EXERCISE GOAL. Below are the entries; return every line among them that holds the word "Luis".

EXERCISE MATERIALS.
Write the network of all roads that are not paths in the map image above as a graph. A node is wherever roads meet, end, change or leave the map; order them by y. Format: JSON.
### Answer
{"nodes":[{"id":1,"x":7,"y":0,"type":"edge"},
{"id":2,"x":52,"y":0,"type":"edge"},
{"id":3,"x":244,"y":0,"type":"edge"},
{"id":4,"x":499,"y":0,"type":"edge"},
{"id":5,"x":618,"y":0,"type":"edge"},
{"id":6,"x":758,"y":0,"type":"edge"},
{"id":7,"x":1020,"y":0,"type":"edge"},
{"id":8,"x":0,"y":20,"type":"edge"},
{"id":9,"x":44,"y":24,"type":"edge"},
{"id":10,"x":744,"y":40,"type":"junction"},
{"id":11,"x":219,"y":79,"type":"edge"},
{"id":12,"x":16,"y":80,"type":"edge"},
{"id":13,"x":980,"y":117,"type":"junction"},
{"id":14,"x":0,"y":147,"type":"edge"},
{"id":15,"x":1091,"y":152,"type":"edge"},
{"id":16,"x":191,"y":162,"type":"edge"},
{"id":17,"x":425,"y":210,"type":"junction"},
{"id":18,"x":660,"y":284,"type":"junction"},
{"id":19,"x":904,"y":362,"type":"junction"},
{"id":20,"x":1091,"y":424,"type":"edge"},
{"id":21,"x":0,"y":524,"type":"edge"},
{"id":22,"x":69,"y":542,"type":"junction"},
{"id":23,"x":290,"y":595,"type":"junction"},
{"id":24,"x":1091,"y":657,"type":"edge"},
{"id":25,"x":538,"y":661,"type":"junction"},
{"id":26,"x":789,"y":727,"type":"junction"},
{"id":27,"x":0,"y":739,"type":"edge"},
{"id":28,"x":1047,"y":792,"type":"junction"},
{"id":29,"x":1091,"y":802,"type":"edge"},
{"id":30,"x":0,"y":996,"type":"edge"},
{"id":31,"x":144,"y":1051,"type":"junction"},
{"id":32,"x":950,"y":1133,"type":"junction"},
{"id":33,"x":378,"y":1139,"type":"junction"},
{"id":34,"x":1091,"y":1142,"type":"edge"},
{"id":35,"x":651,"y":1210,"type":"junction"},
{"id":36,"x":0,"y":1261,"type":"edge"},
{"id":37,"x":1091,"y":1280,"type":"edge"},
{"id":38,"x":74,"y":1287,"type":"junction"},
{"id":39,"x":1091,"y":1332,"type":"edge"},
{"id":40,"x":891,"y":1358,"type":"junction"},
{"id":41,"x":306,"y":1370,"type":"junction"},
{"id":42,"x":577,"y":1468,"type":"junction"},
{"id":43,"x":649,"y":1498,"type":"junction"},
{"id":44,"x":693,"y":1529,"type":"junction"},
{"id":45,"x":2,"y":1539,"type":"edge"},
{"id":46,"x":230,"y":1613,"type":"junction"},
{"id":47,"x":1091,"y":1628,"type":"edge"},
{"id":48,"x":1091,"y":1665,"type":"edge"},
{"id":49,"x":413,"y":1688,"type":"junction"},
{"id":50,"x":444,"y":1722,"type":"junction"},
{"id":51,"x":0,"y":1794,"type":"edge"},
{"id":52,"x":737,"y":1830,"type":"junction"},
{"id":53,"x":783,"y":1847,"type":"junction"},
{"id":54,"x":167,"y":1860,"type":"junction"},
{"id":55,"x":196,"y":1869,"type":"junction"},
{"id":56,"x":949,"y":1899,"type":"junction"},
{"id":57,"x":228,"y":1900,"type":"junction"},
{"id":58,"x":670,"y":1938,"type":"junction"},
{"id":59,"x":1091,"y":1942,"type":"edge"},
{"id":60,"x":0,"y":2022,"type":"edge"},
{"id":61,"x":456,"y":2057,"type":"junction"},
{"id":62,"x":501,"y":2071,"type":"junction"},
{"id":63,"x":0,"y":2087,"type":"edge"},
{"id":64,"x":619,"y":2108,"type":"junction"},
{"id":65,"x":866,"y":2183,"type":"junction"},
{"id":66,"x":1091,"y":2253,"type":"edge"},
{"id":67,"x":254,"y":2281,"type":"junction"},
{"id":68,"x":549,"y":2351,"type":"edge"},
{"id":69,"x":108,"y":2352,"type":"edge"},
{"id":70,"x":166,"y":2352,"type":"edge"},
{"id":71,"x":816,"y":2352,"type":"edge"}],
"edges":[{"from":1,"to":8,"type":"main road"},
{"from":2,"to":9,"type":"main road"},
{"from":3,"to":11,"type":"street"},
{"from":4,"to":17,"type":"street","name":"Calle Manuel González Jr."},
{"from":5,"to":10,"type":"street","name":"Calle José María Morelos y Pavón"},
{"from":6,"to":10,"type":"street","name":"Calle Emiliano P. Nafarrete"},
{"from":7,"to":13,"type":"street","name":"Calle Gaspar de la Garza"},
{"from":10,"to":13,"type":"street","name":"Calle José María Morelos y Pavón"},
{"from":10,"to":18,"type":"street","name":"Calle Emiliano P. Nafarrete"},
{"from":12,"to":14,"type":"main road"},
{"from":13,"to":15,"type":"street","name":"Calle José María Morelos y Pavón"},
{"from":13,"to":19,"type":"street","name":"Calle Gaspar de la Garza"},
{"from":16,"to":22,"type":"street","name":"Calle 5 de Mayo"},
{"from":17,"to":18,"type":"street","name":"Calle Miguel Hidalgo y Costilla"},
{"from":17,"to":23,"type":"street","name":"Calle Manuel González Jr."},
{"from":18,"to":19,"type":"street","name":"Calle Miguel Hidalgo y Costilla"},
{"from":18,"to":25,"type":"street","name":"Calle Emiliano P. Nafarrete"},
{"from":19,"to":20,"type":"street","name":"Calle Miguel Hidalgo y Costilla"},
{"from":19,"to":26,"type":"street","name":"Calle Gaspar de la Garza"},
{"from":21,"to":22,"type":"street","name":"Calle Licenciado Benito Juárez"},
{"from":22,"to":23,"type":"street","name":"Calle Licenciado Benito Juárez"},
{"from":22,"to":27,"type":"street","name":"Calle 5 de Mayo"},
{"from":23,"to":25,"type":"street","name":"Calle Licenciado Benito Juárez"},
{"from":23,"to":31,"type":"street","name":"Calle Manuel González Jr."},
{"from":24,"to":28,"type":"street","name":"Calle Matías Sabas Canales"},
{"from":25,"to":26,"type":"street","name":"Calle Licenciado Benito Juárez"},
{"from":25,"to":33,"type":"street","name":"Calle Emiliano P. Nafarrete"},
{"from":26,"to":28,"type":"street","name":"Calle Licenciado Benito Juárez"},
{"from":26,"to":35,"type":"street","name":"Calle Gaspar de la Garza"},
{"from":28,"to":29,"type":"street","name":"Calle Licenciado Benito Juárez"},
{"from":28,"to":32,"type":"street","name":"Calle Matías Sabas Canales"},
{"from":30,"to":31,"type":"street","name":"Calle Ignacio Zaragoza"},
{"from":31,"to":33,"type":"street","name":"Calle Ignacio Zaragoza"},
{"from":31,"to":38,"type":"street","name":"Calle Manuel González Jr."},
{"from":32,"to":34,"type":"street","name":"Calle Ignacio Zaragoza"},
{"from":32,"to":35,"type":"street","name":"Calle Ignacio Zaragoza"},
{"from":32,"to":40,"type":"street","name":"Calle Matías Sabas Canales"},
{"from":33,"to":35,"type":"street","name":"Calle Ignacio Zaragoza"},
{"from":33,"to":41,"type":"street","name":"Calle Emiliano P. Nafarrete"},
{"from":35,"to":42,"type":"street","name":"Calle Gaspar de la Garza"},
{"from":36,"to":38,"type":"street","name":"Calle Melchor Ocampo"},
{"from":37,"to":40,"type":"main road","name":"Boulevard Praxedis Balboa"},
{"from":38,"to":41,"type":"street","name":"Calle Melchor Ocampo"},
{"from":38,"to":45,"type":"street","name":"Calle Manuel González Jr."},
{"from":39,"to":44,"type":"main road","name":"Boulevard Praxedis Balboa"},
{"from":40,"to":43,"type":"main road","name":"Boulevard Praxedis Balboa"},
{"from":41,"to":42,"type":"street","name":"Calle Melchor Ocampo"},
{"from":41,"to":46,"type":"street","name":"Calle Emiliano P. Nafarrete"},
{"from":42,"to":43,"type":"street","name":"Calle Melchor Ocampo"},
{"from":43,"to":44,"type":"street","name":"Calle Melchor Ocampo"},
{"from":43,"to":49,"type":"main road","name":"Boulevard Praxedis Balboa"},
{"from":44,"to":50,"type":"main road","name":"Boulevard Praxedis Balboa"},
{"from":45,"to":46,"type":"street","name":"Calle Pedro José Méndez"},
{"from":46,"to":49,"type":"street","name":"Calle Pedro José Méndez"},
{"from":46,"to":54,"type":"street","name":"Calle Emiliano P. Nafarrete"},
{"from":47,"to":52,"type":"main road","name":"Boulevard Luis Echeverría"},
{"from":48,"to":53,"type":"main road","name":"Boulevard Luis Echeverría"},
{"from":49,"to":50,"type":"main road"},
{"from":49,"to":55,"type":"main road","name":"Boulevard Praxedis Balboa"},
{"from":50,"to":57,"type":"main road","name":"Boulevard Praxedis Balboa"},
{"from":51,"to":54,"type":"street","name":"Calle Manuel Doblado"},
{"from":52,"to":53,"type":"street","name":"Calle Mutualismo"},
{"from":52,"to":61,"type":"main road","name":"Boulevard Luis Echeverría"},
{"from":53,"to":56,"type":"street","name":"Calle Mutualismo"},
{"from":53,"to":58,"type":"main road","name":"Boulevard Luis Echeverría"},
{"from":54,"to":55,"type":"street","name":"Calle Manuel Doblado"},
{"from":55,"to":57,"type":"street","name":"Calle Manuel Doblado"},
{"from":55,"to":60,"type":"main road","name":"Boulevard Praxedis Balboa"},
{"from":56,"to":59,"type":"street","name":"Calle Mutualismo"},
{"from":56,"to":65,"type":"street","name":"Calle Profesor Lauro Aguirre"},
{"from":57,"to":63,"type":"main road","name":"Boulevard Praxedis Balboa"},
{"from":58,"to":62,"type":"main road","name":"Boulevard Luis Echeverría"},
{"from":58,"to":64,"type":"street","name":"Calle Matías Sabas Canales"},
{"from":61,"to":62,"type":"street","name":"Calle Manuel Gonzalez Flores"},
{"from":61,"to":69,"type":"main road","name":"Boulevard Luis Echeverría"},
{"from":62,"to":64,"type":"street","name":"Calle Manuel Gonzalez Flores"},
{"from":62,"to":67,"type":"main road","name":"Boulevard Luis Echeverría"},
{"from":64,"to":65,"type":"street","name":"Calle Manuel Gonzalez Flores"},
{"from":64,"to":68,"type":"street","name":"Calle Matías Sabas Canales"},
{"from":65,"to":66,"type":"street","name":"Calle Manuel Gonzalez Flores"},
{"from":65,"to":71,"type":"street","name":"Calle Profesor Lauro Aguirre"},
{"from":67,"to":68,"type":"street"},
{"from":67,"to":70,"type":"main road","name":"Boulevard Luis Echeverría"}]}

RESPONSE AREA.
{"from":47,"to":52,"type":"main road","name":"Boulevard Luis Echeverría"},
{"from":48,"to":53,"type":"main road","name":"Boulevard Luis Echeverría"},
{"from":52,"to":61,"type":"main road","name":"Boulevard Luis Echeverría"},
{"from":53,"to":58,"type":"main road","name":"Boulevard Luis Echeverría"},
{"from":58,"to":62,"type":"main road","name":"Boulevard Luis Echeverría"},
{"from":61,"to":69,"type":"main road","name":"Boulevard Luis Echeverría"},
{"from":62,"to":67,"type":"main road","name":"Boulevard Luis Echeverría"},
{"from":67,"to":70,"type":"main road","name":"Boulevard Luis Echeverría"}]}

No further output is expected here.